__PROBLEM__: Quote all lines below exactly. Images stay out.

__RECORDED INFORMATION__:
***

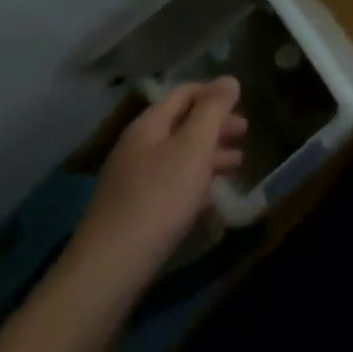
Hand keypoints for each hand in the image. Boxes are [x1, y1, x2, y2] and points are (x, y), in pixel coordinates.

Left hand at [64, 78, 245, 292]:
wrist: (108, 272)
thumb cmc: (158, 198)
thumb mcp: (194, 146)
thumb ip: (213, 109)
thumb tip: (229, 79)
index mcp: (149, 125)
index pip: (185, 92)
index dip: (214, 93)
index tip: (242, 103)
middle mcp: (137, 147)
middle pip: (182, 123)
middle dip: (215, 125)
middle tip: (244, 133)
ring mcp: (131, 181)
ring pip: (178, 155)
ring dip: (209, 154)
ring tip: (237, 163)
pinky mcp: (132, 212)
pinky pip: (170, 183)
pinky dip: (194, 180)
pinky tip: (210, 196)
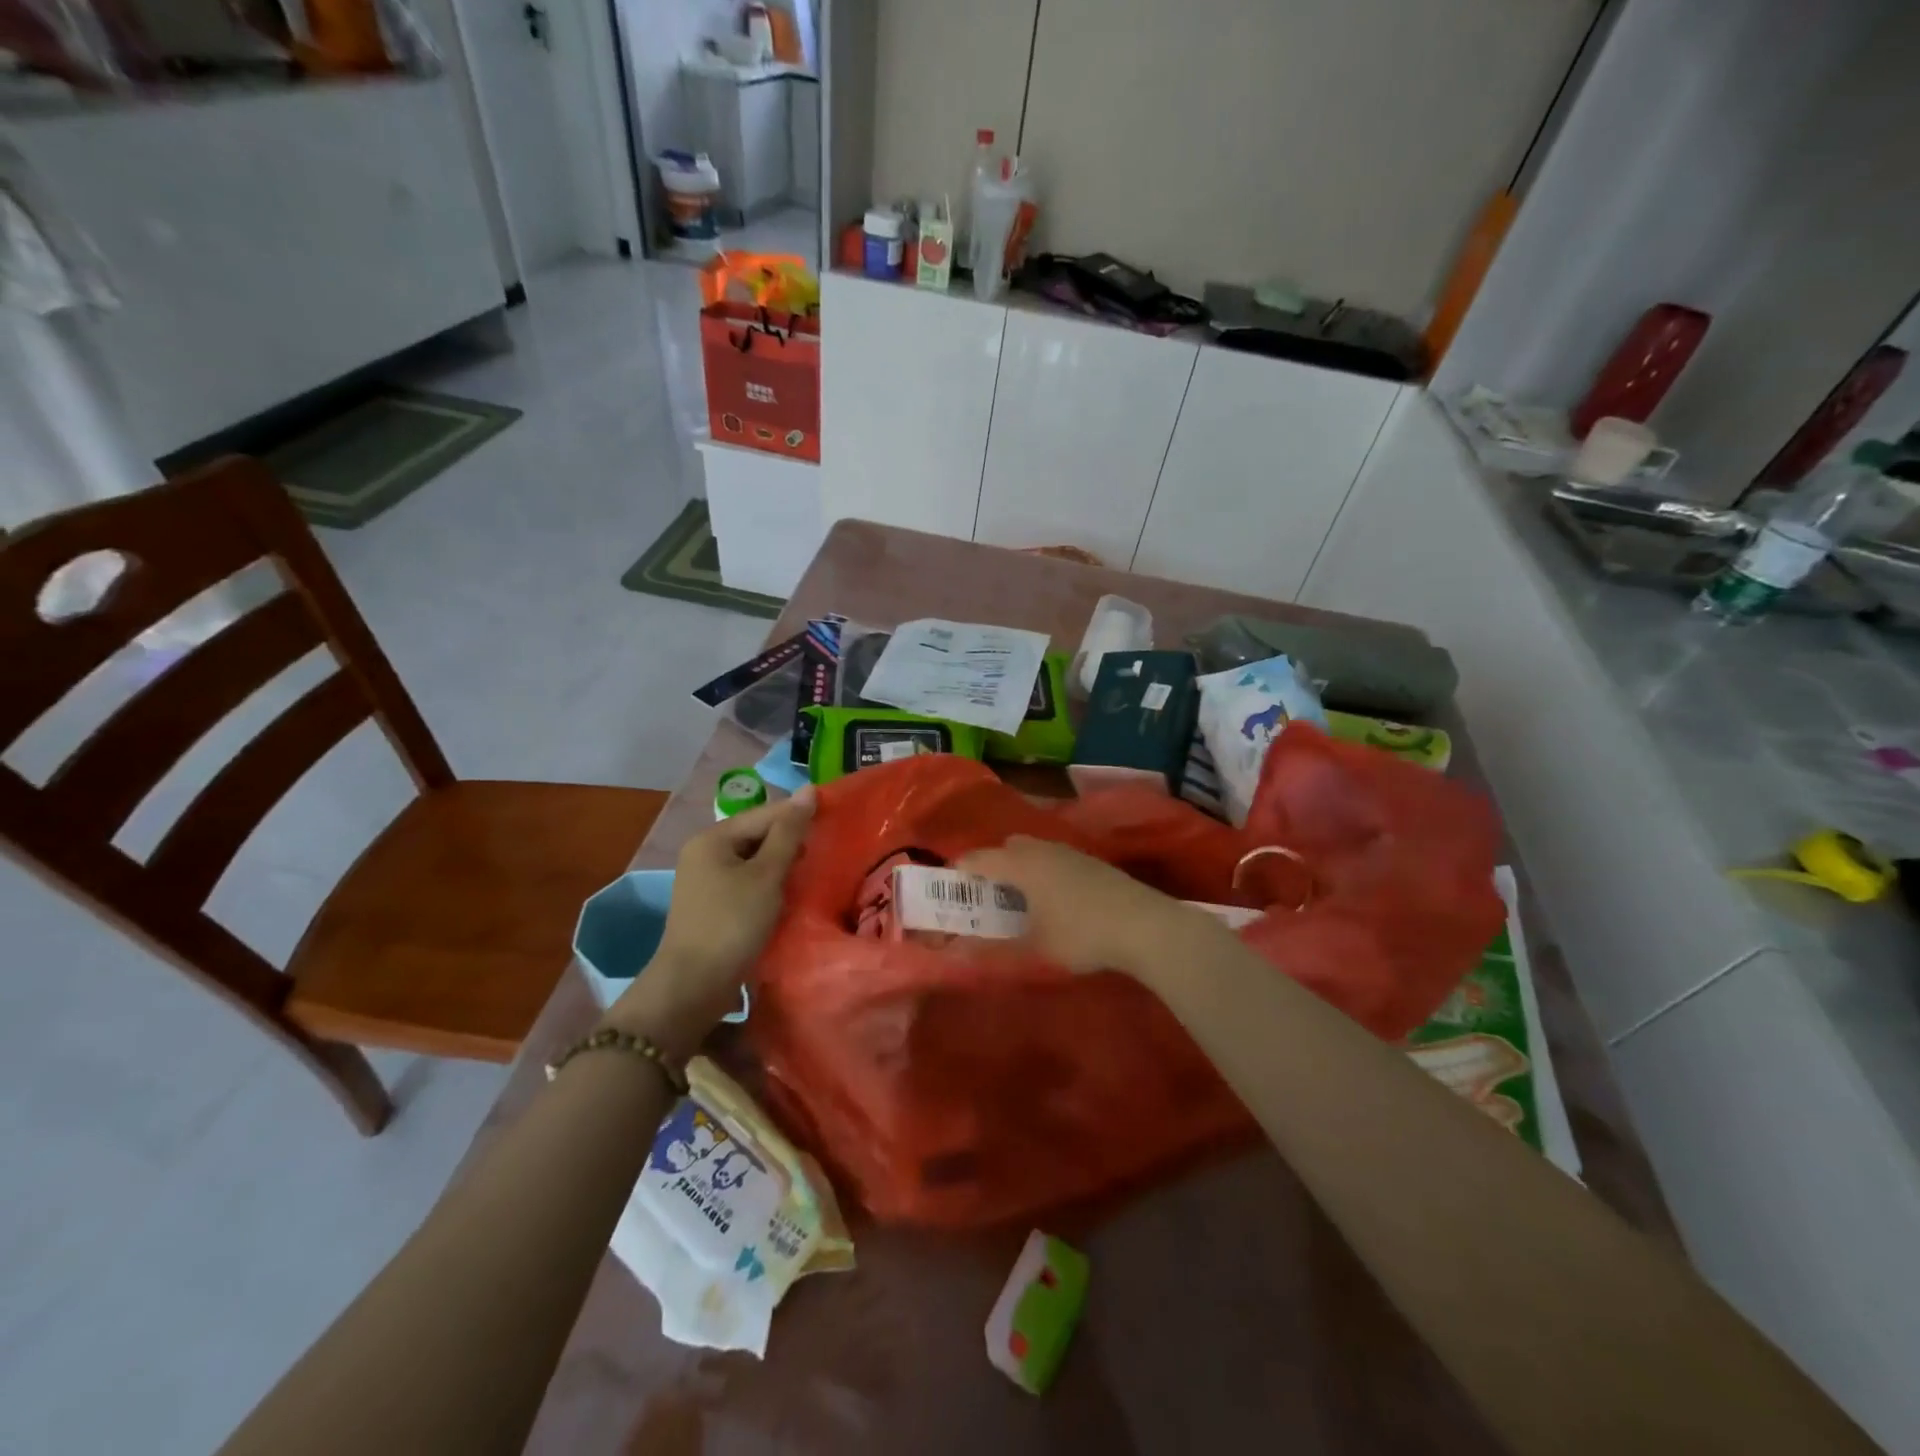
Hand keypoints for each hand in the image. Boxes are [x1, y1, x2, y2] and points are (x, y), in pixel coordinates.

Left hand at [606, 788, 814, 1054]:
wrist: (694, 985)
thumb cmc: (733, 923)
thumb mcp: (767, 875)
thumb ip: (789, 833)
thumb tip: (808, 790)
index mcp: (713, 838)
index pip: (766, 814)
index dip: (800, 815)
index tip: (836, 819)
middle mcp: (705, 852)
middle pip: (758, 835)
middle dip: (792, 842)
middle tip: (828, 851)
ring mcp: (706, 880)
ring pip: (754, 861)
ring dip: (783, 866)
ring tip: (815, 872)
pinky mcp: (713, 905)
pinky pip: (748, 883)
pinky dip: (770, 885)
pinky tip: (791, 895)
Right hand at [959, 835, 1208, 978]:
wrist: (1143, 923)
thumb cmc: (1081, 935)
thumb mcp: (1035, 949)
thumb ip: (994, 951)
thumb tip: (957, 954)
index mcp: (1020, 865)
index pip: (977, 858)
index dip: (959, 872)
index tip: (949, 890)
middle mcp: (1040, 849)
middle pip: (1004, 848)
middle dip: (990, 866)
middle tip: (985, 897)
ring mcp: (1068, 851)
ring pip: (1031, 849)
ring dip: (1018, 866)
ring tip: (1018, 898)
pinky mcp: (1089, 860)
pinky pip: (1052, 856)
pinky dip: (1041, 869)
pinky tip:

***

__TASK ANSWER__:
Hand keypoints for each hand in the image. Boxes are [x1, y1, x2, y2] and points are (x, y), in pixel coordinates.

Left hand at [64, 78, 245, 292]:
wrist: (108, 272)
thumb cmc: (158, 198)
thumb mcp: (194, 146)
thumb ip: (213, 109)
thumb tip: (229, 79)
index mcp: (149, 125)
index pip: (185, 92)
index dip: (214, 93)
index tip: (242, 103)
middle mcp: (137, 147)
middle pip: (182, 123)
middle dip: (215, 125)
middle tip: (244, 133)
ring mcp: (131, 181)
ring pip: (178, 155)
ring dip: (209, 154)
ring tip: (237, 163)
pinky mcp: (132, 212)
pinky pip: (170, 183)
pinky dip: (194, 180)
pinky tip: (210, 196)
Hand keypoints for each hand in the image. Boxes are [x1, y1, x2, y2] and points are (x, y), in pixel coordinates.

Left hand at [606, 788, 814, 1054]:
wrist: (694, 985)
thumb cmc: (733, 923)
thumb mcp: (767, 875)
thumb ip: (789, 833)
thumb tip: (808, 790)
index mcp: (713, 838)
index pip: (766, 814)
index dip: (800, 815)
index tip: (836, 819)
middle mcp: (705, 852)
middle pip: (758, 835)
middle dip: (792, 842)
middle tip: (828, 851)
ring mcp: (706, 880)
ring pip: (754, 861)
ring dip: (783, 866)
ring tip: (815, 872)
pinky mcp: (713, 905)
pinky pip: (748, 883)
pinky dip: (770, 885)
pinky tip: (791, 895)
Right hand at [959, 835, 1208, 978]:
wrist: (1143, 923)
thumb cmc: (1081, 935)
thumb mcp: (1035, 949)
thumb ip: (994, 951)
thumb tip: (957, 954)
index mcp: (1020, 865)
index pip: (977, 858)
index dip: (959, 872)
index tip: (949, 890)
middle mcp: (1040, 849)
middle pip: (1004, 848)
middle dip: (990, 866)
middle tip: (985, 897)
ring mcp: (1068, 851)
ring pip: (1031, 849)
ring dip: (1018, 866)
ring tip: (1018, 898)
pinky mcp: (1089, 860)
pinky pip: (1052, 856)
pinky dip: (1041, 869)
pinky tip:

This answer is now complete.